Which program is suitable for your startup?

No doubt, both accelerator and incubator programs guide teams through the most essential stages, providing guidance for business model creation processes, helping with strategies. Both programs’ key purpose is to make startups competitive, valuable for potential investors. 

Anyway, both programs clearly have important differences that you should consider before joining one.


Incubators programs are mostly interested in early-stage startups or even single entrepreneurs. Programs can be independent structures, but mostly they are run by angel investors, VCs, universities, or even governmental organizations. Another essential part is the program track, depending on the sponsoring organizations, the incubator tracks might be different. For instance, if the program is run by an organization that is specifically focused on artificial intelligence, the program might accept only AI technology startups.

Also note, incubators can require accepted entrepreneurs/ startups to relocate and work in that startup ecosystem. To cut it short, the incubator’s main goal is to guide the entrepreneurs along the way to develop the business model and turn the idea into a real innovative company.

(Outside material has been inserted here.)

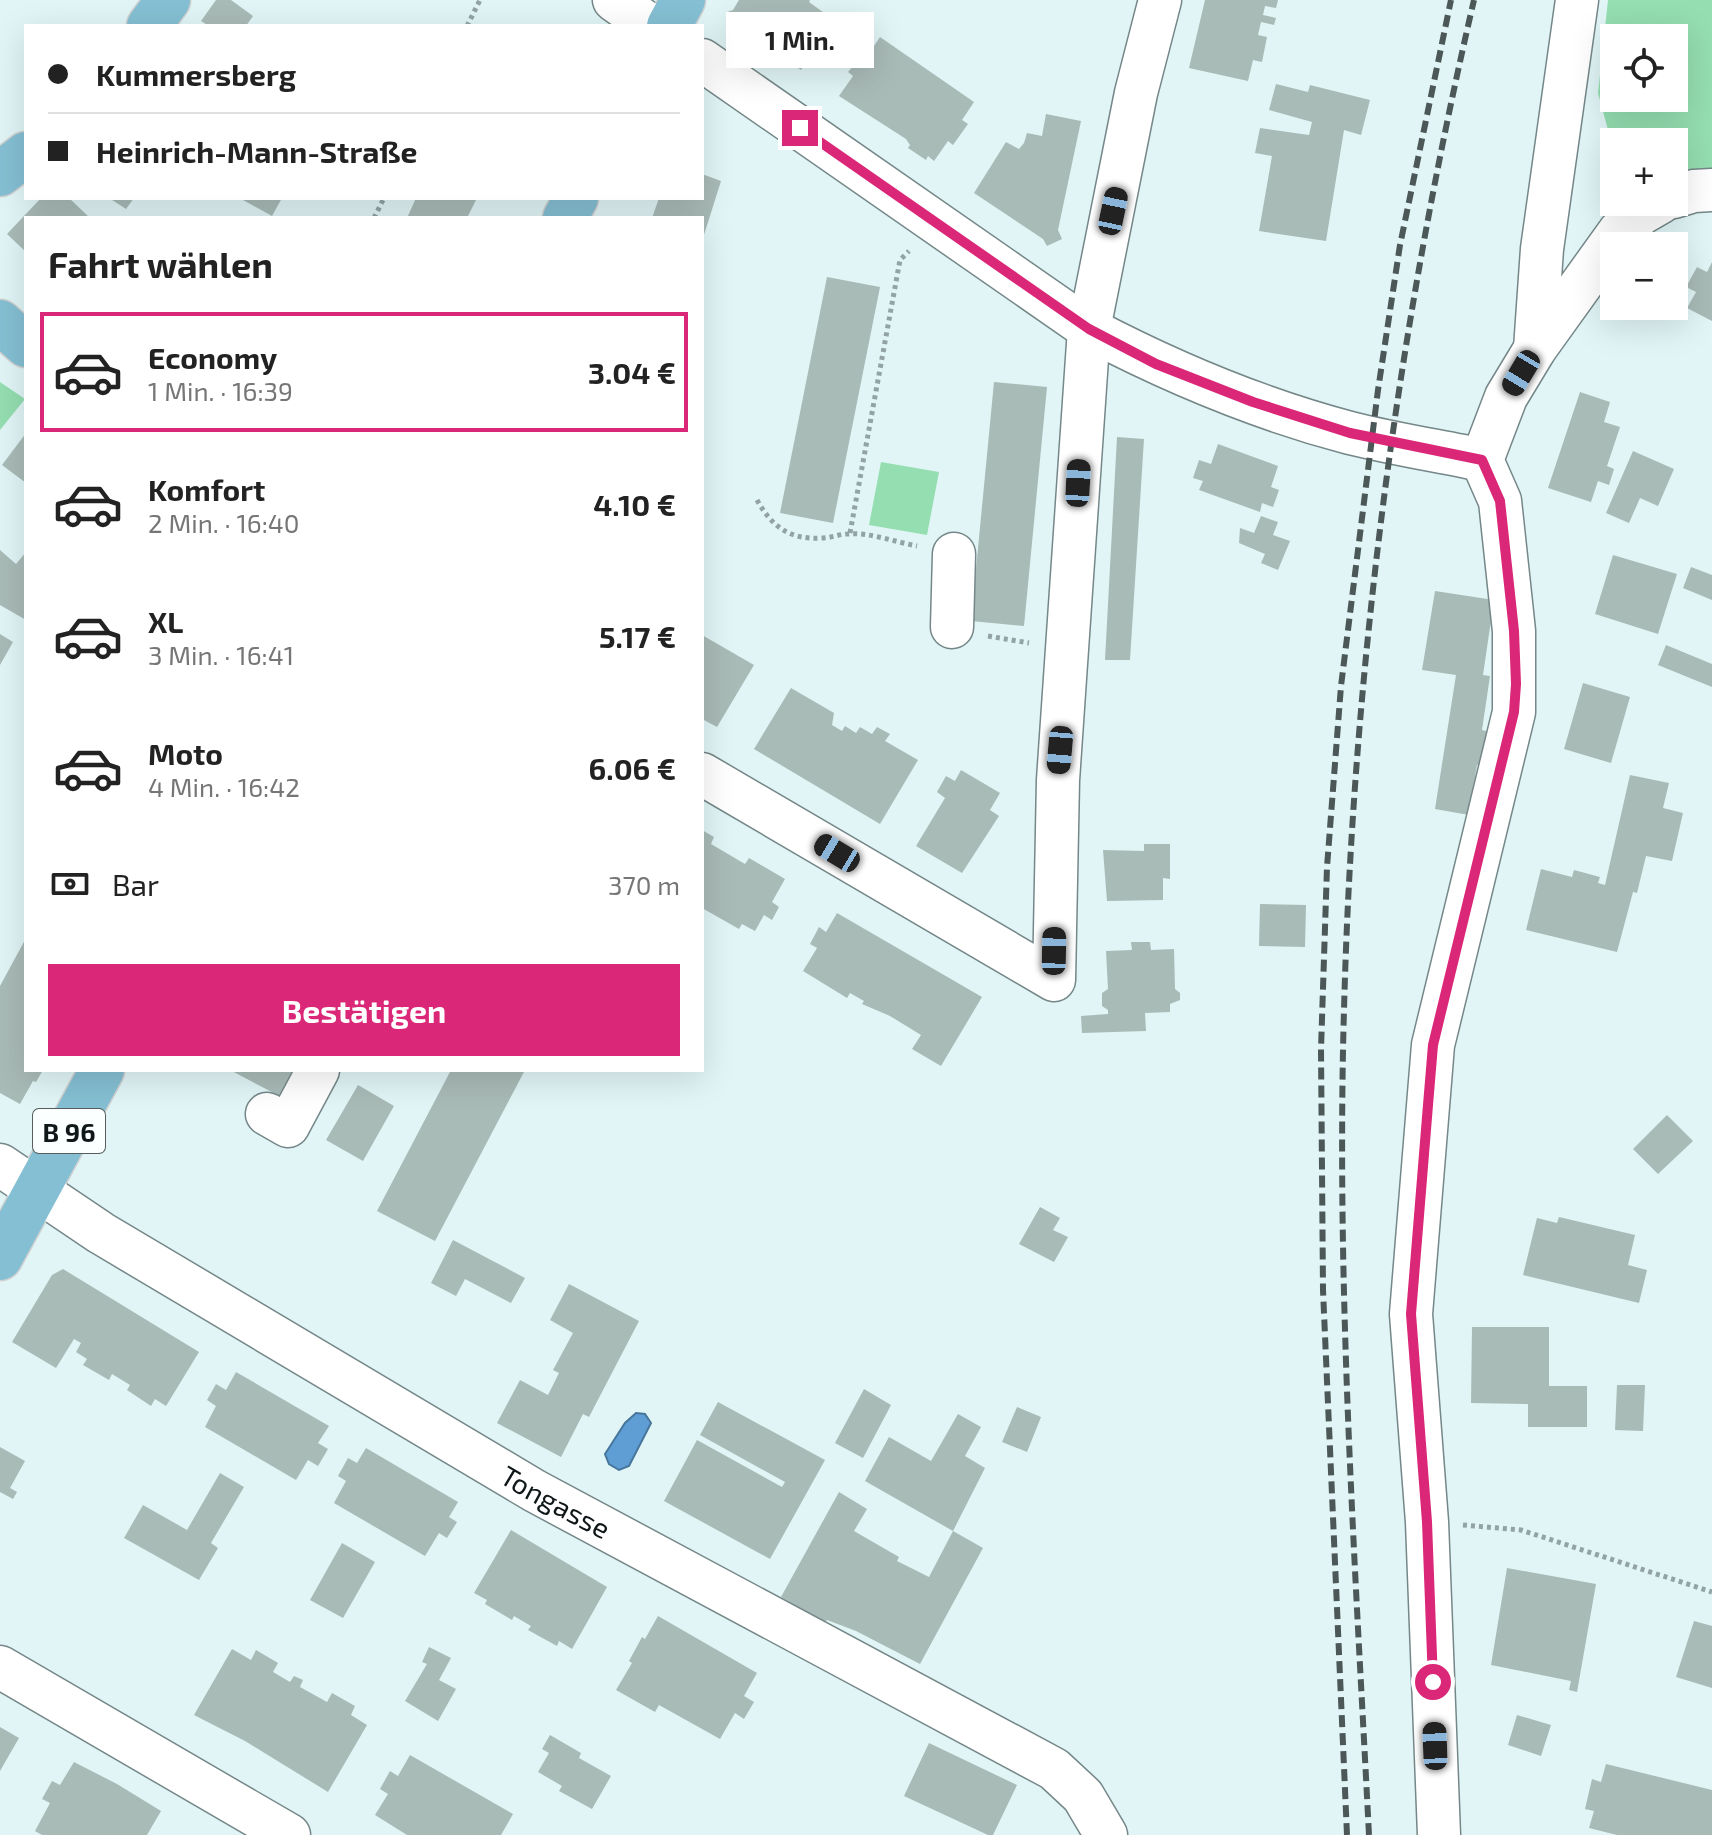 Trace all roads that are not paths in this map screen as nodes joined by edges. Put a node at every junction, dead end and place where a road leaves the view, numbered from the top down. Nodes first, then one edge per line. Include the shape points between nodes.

Most incubators are not focused on the fact of how fast a startup grows. Generally, the program timeline is more open-end, and entrepreneurs are mentored around a year or maybe a year and a half.

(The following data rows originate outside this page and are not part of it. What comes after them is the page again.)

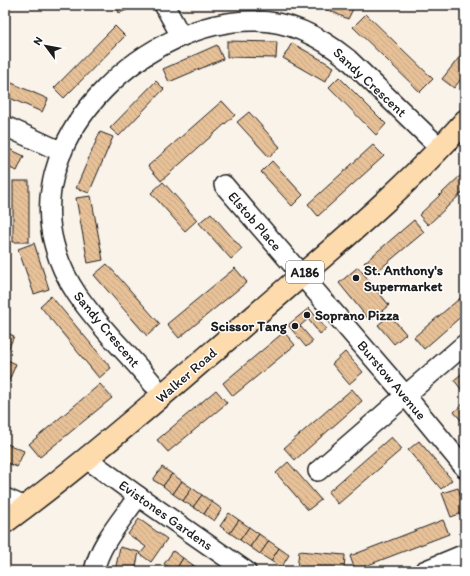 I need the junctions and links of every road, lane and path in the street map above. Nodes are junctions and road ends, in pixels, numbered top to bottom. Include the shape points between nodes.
1 (164, 5) edge
2 (181, 36) junction
3 (465, 121) edge
4 (5, 126) edge
5 (440, 148) junction
6 (62, 152) junction
7 (224, 185) dead end
8 (302, 275) junction
9 (465, 344) edge
10 (153, 384) dead end
11 (405, 396) junction
12 (87, 459) junction
13 (465, 468) edge
14 (318, 471) dead end
15 (138, 496) junction
16 (5, 498) edge
17 (25, 507) junction
18 (5, 522) edge
19 (465, 554) edge
20 (94, 571) edge
21 (246, 571) edge
22 (424, 571) edge

1 - 2 street
2 - 5 street, Sandy Crescent via 217,24 256,20 305,31 335,48 348,59
2 - 6 street, Sandy Crescent via 150,53 118,76 92,104 74,129
3 - 5 main road, Walker Road / A186
4 - 6 street
5 - 8 main road, Walker Road / A186
6 - 10 street, Sandy Crescent via 51,190 50,227 66,279 86,308
7 - 8 street, Elstob Place
8 - 11 street, Burstow Avenue
8 - 12 main road, Walker Road / A186
9 - 11 street
11 - 13 street, Burstow Avenue
11 - 14 street
12 - 15 street, Evistones Gardens
12 - 17 main road, Walker Road / A186
15 - 20 street via 104,546
15 - 21 street, Evistones Gardens
16 - 17 street
17 - 18 main road, Walker Road / A186
19 - 22 street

Incubator programs try to invest resources/ time into promising local startups and entrepreneurs. In this case, program has relatively less pressure on entrepreneurs delivering product fast. So, this means that even a slow growing startup can be a good candidate.

Usually, incubator programs don’t offer capital to startups, as they are generally run by government organizations or universities, this fact also excludes equity part from supported teams.

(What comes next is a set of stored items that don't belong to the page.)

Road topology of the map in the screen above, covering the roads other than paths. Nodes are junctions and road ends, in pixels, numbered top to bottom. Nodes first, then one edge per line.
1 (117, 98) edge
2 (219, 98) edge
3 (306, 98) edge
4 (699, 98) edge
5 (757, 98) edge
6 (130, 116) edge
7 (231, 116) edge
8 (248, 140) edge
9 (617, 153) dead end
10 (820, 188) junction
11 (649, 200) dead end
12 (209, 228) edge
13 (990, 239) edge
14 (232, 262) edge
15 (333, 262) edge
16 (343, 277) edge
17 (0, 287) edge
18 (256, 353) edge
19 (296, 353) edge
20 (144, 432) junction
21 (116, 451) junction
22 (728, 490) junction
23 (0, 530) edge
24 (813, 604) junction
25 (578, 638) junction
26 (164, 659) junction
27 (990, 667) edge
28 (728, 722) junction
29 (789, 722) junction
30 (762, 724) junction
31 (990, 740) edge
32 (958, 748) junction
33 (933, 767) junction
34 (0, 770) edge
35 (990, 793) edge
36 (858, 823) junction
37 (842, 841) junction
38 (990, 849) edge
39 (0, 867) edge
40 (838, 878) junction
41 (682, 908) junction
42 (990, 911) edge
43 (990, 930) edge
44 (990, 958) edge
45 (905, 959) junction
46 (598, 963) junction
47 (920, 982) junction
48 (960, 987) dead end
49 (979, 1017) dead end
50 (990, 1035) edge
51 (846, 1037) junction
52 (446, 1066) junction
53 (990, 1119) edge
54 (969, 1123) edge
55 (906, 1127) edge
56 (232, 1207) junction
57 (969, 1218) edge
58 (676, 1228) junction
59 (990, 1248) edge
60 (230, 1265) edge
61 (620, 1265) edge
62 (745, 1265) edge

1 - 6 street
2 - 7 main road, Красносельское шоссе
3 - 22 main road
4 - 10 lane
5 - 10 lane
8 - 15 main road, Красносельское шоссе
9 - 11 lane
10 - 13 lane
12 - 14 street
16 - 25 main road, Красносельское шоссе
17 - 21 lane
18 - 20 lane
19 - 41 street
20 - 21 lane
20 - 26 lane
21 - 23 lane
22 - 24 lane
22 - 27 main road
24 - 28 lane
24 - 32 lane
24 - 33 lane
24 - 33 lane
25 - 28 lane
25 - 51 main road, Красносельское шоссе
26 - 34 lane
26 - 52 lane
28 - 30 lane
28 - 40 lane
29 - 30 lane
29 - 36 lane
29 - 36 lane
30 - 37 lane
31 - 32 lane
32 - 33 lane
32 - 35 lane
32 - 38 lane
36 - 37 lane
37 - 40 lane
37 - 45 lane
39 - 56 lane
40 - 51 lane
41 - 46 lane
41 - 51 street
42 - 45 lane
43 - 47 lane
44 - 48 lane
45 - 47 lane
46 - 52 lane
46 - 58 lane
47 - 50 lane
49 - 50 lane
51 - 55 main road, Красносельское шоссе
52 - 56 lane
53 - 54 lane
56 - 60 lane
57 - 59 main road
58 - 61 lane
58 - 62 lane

Accelerator program’s main purpose is to help existing companies grow quickly and become fundable and attractive for investors. Mentors’ group helps teams to avoid potential problems along the way, build solid companies.

What greatly differs accelerators from incubators is timeframe. Accelerator program is well-structured, runs on a set timeframe (mostly 3-4 months). This time is used to work with the mentors, improve every possible aspect of the startup, and even get ready to pitch the business idea.

Teams apply for a selection process, which is generally very selective and competitive. For instance, Y Combinator accepts only 2% of applications, as the program goal is to find startups with an ability to grow fast, which are scalable and investable.

Normally, accepted teams that demonstrate fast growth and are invested in exchange for pre-agreed equity. The teams are also assigned to mentors, access to a large investor network, which is a great value for the startups.As soon as the program ends, the demo day is organized to showcase the idea both to startups and media.

Consider the following points before joining an Incubator program:

  • Check the mentor list first

Make sure the program has suitable or relevant mentors for your startup specifically.

  • Honestly question yourself if investment is needed now.

If the answer is yes and you have reached the funding stage, the accelerator is a better fit.

Consider the following points before joining an Accelerator program:

  • Is your idea ready for program? 

If you are a solo entrepreneur and only have the business idea, consider applying for incubator program.

  • Are you ready to relocate?

As mentioned previously, after being accepted the program may require relocation to participate.

To sum up

When considering joining one of startup programs, look for right fit first, as many teams can greatly benefit from incubator program, but not be a right fit to join accelerators. Or maybe your startup doesn’t even need this kind of program. This is  crucial question every entrepreneur should honestly answer after careful observation and understanding startup long-term goals and needs.